Leave it to the chief engineer to come straight to the heart of a situation.

"The problem is trip I'm not exactly sure what happened."

"Ok looks like I need to sit down for this." He said as he did just that. He easily rested his elbows on his knees and leaned forward in anticipation for his captain and long time friend to continue.

"She just seemed to calm and together one minute and the next she passed out, and a comment she made, I just rubbed me the wrong way, like there's something bigger going on her then we know."

"Woe you just said a lot there. What do you mean something bigger, are we talking bad guy bigger or just cosmic bigger?" he had that nervous quality to his voice that seemed to pray for a good answer, one that didn't call for his engines to be nearly blown to smithereens.

"I don't know," Archer got up and looked out the window at the stars that lazily passed by as they continued to orbit the planet. "Its like I cant really put my finger on it, but its still there." He sighed. "Maybe it's just me. And maybe she was just pulling my leg."

"Ok now I'm lost.
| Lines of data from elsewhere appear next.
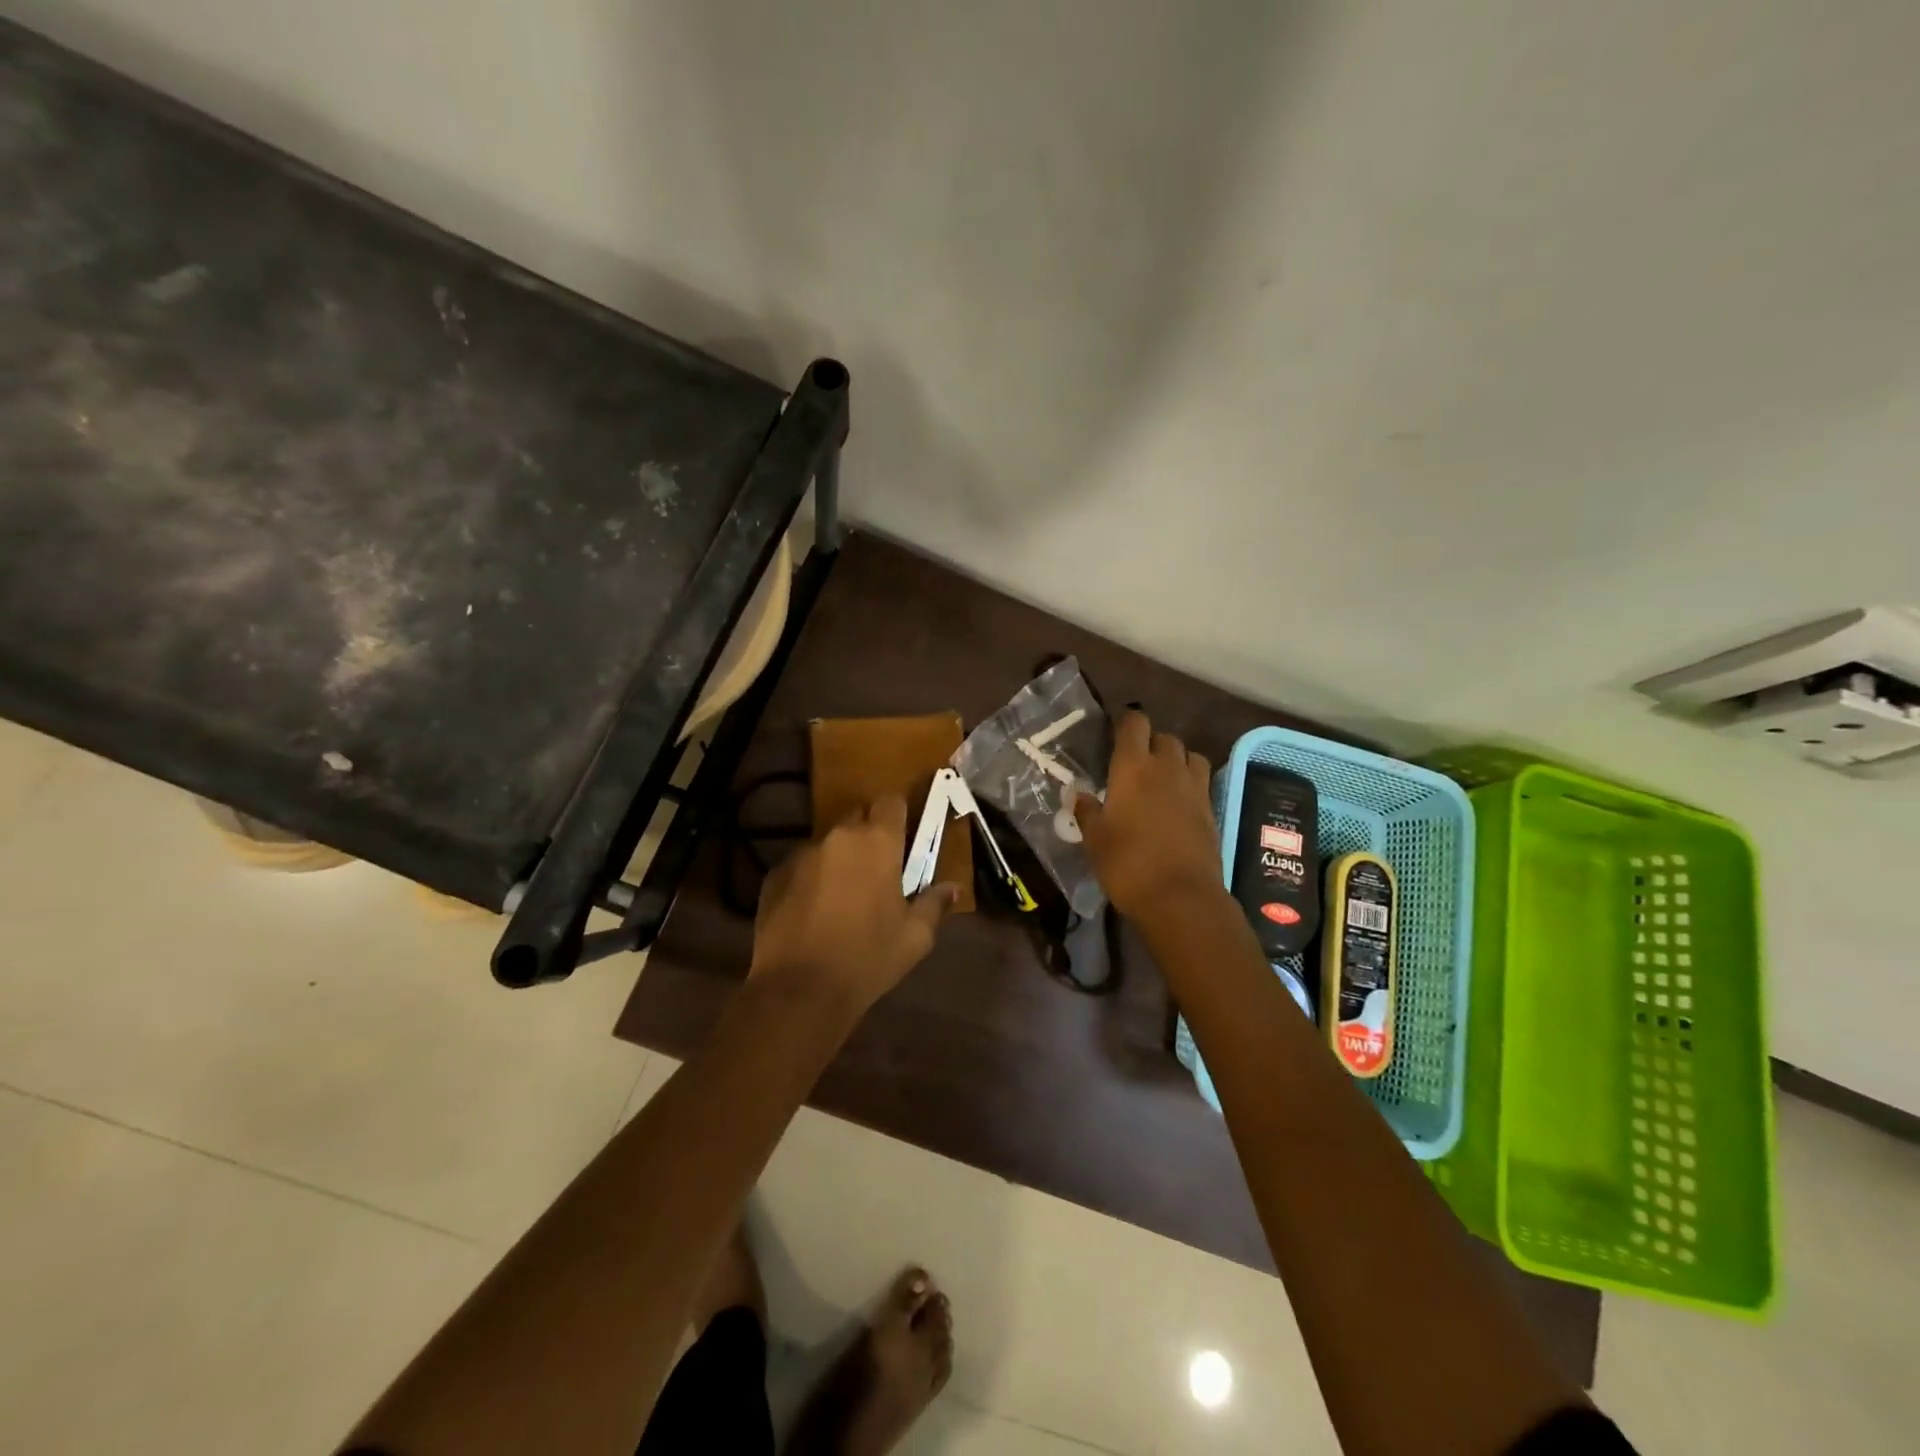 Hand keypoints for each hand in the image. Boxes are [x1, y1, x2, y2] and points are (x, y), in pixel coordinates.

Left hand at [750, 795, 957, 1015]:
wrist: (799, 990)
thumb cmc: (868, 958)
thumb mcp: (915, 937)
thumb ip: (934, 904)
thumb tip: (953, 888)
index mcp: (878, 842)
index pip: (891, 802)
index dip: (899, 815)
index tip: (904, 837)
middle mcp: (838, 836)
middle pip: (857, 817)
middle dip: (869, 835)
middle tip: (878, 868)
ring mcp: (801, 854)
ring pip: (828, 842)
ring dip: (838, 857)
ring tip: (842, 894)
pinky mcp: (774, 875)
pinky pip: (801, 865)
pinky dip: (811, 878)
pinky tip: (813, 910)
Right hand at [1075, 711, 1222, 921]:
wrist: (1181, 898)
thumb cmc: (1127, 864)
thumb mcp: (1094, 839)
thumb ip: (1086, 810)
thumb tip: (1077, 793)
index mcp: (1133, 767)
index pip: (1134, 723)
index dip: (1124, 722)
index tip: (1112, 734)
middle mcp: (1166, 767)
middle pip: (1164, 736)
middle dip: (1149, 742)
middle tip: (1132, 763)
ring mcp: (1193, 787)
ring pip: (1188, 754)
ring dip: (1175, 758)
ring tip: (1160, 777)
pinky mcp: (1211, 808)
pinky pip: (1201, 779)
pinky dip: (1189, 781)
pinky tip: (1177, 800) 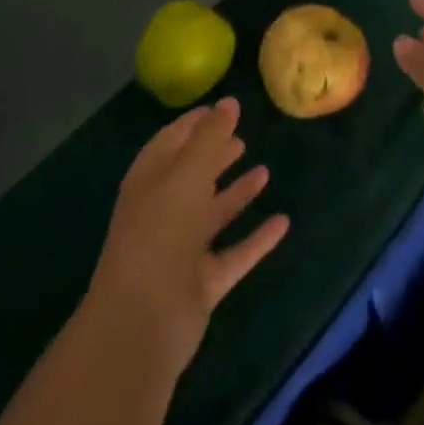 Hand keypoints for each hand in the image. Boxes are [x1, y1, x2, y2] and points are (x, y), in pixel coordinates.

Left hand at [86, 97, 288, 374]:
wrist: (141, 324)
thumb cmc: (160, 234)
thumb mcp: (187, 175)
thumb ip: (210, 137)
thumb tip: (229, 100)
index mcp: (150, 181)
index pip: (172, 141)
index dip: (194, 123)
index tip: (222, 108)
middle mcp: (164, 211)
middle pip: (192, 176)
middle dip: (215, 155)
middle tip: (242, 137)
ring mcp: (182, 250)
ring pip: (213, 213)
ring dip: (236, 193)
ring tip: (264, 170)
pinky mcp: (202, 283)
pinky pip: (234, 252)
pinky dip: (256, 239)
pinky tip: (282, 222) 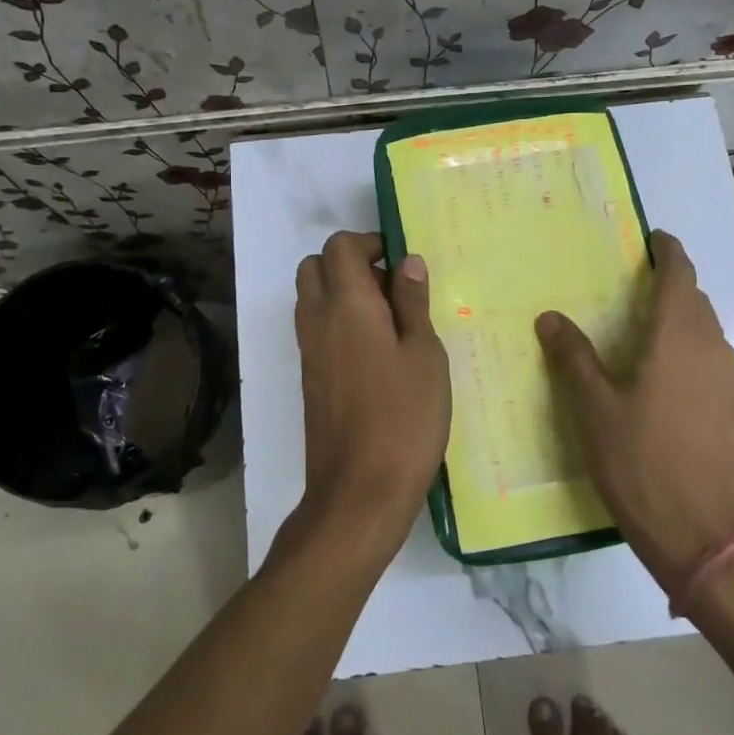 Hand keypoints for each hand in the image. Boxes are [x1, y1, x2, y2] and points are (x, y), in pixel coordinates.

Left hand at [293, 231, 450, 556]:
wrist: (359, 492)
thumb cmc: (404, 418)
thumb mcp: (424, 355)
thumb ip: (412, 303)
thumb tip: (407, 262)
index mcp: (346, 304)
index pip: (339, 247)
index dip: (369, 243)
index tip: (402, 263)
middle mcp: (317, 319)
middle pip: (315, 267)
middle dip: (350, 263)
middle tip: (392, 288)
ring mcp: (308, 351)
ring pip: (312, 298)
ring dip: (343, 293)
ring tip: (390, 321)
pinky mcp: (310, 378)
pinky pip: (316, 329)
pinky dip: (338, 322)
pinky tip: (378, 353)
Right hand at [535, 230, 733, 590]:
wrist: (709, 539)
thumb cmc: (642, 464)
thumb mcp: (595, 411)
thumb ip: (574, 358)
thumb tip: (550, 317)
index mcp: (677, 338)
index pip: (680, 276)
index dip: (669, 252)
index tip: (655, 239)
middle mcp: (714, 350)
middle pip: (695, 303)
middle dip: (671, 288)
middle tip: (636, 291)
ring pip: (707, 336)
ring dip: (681, 326)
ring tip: (648, 340)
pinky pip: (716, 367)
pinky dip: (693, 359)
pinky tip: (671, 389)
Pulling your leg?"

Archer looked above his friend to where he had framed all the other ships to bare the name enterprise and right there was the thing that made him uneasy.

"When I introduced myself, she asked what the captain of a aircraft carrier was doing in Utah. The doc says it's just a symptom of her recovery from extreme exposure. That it's just a case of disorientation and she'll get over it with rest and medication. But something about the way she said it sounded perfectly sane to me."

"So what are you saying, she doesn't remember the decommission of that ship like over a hundred years ago? That cant even be possible. She had to be pullen your leg, or the docs right. She was out on that planet in nothing but her Sunday close for far longer then was good for her. We should really wait till she can fill in the blanks before we do."

"Your right. I've just been up to late." Archer retook his seat, rubbing the back of his neck to emphasis his point.

"Tell me about it I can't wait for this shift to end." Trip got up and started for the door. "Ill be in engineering if anything happens."

"Ill let you know." Archer said with a smile as he watched him go.

And for some reason his eyes drifted back to the carrier.